▶ [ACTIVITY] Go through the records and write each one out again exactly.

▶ [DATA FOR PROCESSING]
____________

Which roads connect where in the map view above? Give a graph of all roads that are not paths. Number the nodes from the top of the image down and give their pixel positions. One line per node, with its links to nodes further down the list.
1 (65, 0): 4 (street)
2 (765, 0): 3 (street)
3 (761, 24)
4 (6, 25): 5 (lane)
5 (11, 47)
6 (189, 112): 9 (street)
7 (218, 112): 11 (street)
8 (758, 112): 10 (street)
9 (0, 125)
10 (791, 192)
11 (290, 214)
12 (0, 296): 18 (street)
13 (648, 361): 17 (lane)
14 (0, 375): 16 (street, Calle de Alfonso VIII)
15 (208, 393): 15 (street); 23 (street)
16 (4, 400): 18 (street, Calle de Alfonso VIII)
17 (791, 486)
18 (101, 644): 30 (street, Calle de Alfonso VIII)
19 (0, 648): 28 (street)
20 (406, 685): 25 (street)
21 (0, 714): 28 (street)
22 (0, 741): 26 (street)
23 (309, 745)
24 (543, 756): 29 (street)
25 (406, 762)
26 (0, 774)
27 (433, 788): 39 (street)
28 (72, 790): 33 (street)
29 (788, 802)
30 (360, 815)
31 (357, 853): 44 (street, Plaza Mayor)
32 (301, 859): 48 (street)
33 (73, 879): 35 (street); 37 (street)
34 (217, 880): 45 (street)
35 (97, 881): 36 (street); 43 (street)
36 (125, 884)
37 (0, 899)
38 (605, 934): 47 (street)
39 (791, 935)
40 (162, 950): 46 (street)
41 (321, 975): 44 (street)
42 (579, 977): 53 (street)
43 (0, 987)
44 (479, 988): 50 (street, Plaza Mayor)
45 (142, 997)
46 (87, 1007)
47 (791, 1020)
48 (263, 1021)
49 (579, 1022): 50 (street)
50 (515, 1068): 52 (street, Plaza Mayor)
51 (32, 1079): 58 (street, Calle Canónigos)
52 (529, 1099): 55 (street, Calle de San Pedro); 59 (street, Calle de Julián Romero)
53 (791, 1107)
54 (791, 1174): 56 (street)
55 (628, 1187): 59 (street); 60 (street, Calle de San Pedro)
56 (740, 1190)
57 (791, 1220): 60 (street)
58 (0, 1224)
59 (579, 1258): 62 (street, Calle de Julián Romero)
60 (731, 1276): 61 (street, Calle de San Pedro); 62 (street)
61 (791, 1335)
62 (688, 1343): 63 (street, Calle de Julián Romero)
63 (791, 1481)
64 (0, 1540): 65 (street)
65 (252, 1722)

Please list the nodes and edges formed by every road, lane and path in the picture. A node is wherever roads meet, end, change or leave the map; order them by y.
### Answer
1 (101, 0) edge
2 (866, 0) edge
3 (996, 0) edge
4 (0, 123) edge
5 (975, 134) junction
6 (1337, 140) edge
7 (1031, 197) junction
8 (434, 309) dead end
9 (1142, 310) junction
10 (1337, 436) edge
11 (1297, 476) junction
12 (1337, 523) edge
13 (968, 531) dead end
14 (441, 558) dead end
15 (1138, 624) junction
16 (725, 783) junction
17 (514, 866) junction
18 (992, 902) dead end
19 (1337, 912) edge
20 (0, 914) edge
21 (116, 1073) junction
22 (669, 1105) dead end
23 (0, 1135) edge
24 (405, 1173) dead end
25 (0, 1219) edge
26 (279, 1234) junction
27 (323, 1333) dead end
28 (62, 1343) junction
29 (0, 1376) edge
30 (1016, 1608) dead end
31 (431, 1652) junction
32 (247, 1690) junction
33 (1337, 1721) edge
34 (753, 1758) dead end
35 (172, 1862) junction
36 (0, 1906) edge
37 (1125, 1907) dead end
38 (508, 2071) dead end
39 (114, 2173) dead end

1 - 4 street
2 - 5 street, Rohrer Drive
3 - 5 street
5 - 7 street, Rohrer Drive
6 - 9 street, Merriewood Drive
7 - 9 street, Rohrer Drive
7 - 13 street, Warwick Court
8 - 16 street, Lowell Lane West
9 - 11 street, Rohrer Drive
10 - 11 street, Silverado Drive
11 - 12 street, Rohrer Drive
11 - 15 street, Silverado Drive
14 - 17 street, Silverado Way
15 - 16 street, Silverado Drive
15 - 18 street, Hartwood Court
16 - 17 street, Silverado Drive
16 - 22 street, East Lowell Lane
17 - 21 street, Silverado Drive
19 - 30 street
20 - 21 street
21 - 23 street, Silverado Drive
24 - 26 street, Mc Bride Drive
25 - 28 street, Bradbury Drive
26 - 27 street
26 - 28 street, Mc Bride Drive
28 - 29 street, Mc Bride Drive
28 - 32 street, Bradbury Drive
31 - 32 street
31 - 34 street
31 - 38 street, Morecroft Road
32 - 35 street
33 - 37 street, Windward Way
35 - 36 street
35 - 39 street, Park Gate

____________

▶ [TASK RESPONSE]
Which roads connect where in the map view above? Give a graph of all roads that are not paths. Number the nodes from the top of the image down and give their pixel positions. One line per node, with its links to nodes further down the list.
1 (65, 0): 4 (street)
2 (765, 0): 3 (street)
3 (761, 24)
4 (6, 25): 5 (lane)
5 (11, 47)
6 (189, 112): 9 (street)
7 (218, 112): 11 (street)
8 (758, 112): 10 (street)
9 (0, 125)
10 (791, 192)
11 (290, 214)
12 (0, 296): 18 (street)
13 (648, 361): 17 (lane)
14 (0, 375): 16 (street, Calle de Alfonso VIII)
15 (208, 393): 15 (street); 23 (street)
16 (4, 400): 18 (street, Calle de Alfonso VIII)
17 (791, 486)
18 (101, 644): 30 (street, Calle de Alfonso VIII)
19 (0, 648): 28 (street)
20 (406, 685): 25 (street)
21 (0, 714): 28 (street)
22 (0, 741): 26 (street)
23 (309, 745)
24 (543, 756): 29 (street)
25 (406, 762)
26 (0, 774)
27 (433, 788): 39 (street)
28 (72, 790): 33 (street)
29 (788, 802)
30 (360, 815)
31 (357, 853): 44 (street, Plaza Mayor)
32 (301, 859): 48 (street)
33 (73, 879): 35 (street); 37 (street)
34 (217, 880): 45 (street)
35 (97, 881): 36 (street); 43 (street)
36 (125, 884)
37 (0, 899)
38 (605, 934): 47 (street)
39 (791, 935)
40 (162, 950): 46 (street)
41 (321, 975): 44 (street)
42 (579, 977): 53 (street)
43 (0, 987)
44 (479, 988): 50 (street, Plaza Mayor)
45 (142, 997)
46 (87, 1007)
47 (791, 1020)
48 (263, 1021)
49 (579, 1022): 50 (street)
50 (515, 1068): 52 (street, Plaza Mayor)
51 (32, 1079): 58 (street, Calle Canónigos)
52 (529, 1099): 55 (street, Calle de San Pedro); 59 (street, Calle de Julián Romero)
53 (791, 1107)
54 (791, 1174): 56 (street)
55 (628, 1187): 59 (street); 60 (street, Calle de San Pedro)
56 (740, 1190)
57 (791, 1220): 60 (street)
58 (0, 1224)
59 (579, 1258): 62 (street, Calle de Julián Romero)
60 (731, 1276): 61 (street, Calle de San Pedro); 62 (street)
61 (791, 1335)
62 (688, 1343): 63 (street, Calle de Julián Romero)
63 (791, 1481)
64 (0, 1540): 65 (street)
65 (252, 1722)

Please list the nodes and edges formed by every road, lane and path in the picture. A node is wherever roads meet, end, change or leave the map; order them by y.
### Answer
1 (101, 0) edge
2 (866, 0) edge
3 (996, 0) edge
4 (0, 123) edge
5 (975, 134) junction
6 (1337, 140) edge
7 (1031, 197) junction
8 (434, 309) dead end
9 (1142, 310) junction
10 (1337, 436) edge
11 (1297, 476) junction
12 (1337, 523) edge
13 (968, 531) dead end
14 (441, 558) dead end
15 (1138, 624) junction
16 (725, 783) junction
17 (514, 866) junction
18 (992, 902) dead end
19 (1337, 912) edge
20 (0, 914) edge
21 (116, 1073) junction
22 (669, 1105) dead end
23 (0, 1135) edge
24 (405, 1173) dead end
25 (0, 1219) edge
26 (279, 1234) junction
27 (323, 1333) dead end
28 (62, 1343) junction
29 (0, 1376) edge
30 (1016, 1608) dead end
31 (431, 1652) junction
32 (247, 1690) junction
33 (1337, 1721) edge
34 (753, 1758) dead end
35 (172, 1862) junction
36 (0, 1906) edge
37 (1125, 1907) dead end
38 (508, 2071) dead end
39 (114, 2173) dead end

1 - 4 street
2 - 5 street, Rohrer Drive
3 - 5 street
5 - 7 street, Rohrer Drive
6 - 9 street, Merriewood Drive
7 - 9 street, Rohrer Drive
7 - 13 street, Warwick Court
8 - 16 street, Lowell Lane West
9 - 11 street, Rohrer Drive
10 - 11 street, Silverado Drive
11 - 12 street, Rohrer Drive
11 - 15 street, Silverado Drive
14 - 17 street, Silverado Way
15 - 16 street, Silverado Drive
15 - 18 street, Hartwood Court
16 - 17 street, Silverado Drive
16 - 22 street, East Lowell Lane
17 - 21 street, Silverado Drive
19 - 30 street
20 - 21 street
21 - 23 street, Silverado Drive
24 - 26 street, Mc Bride Drive
25 - 28 street, Bradbury Drive
26 - 27 street
26 - 28 street, Mc Bride Drive
28 - 29 street, Mc Bride Drive
28 - 32 street, Bradbury Drive
31 - 32 street
31 - 34 street
31 - 38 street, Morecroft Road
32 - 35 street
33 - 37 street, Windward Way
35 - 36 street
35 - 39 street, Park Gate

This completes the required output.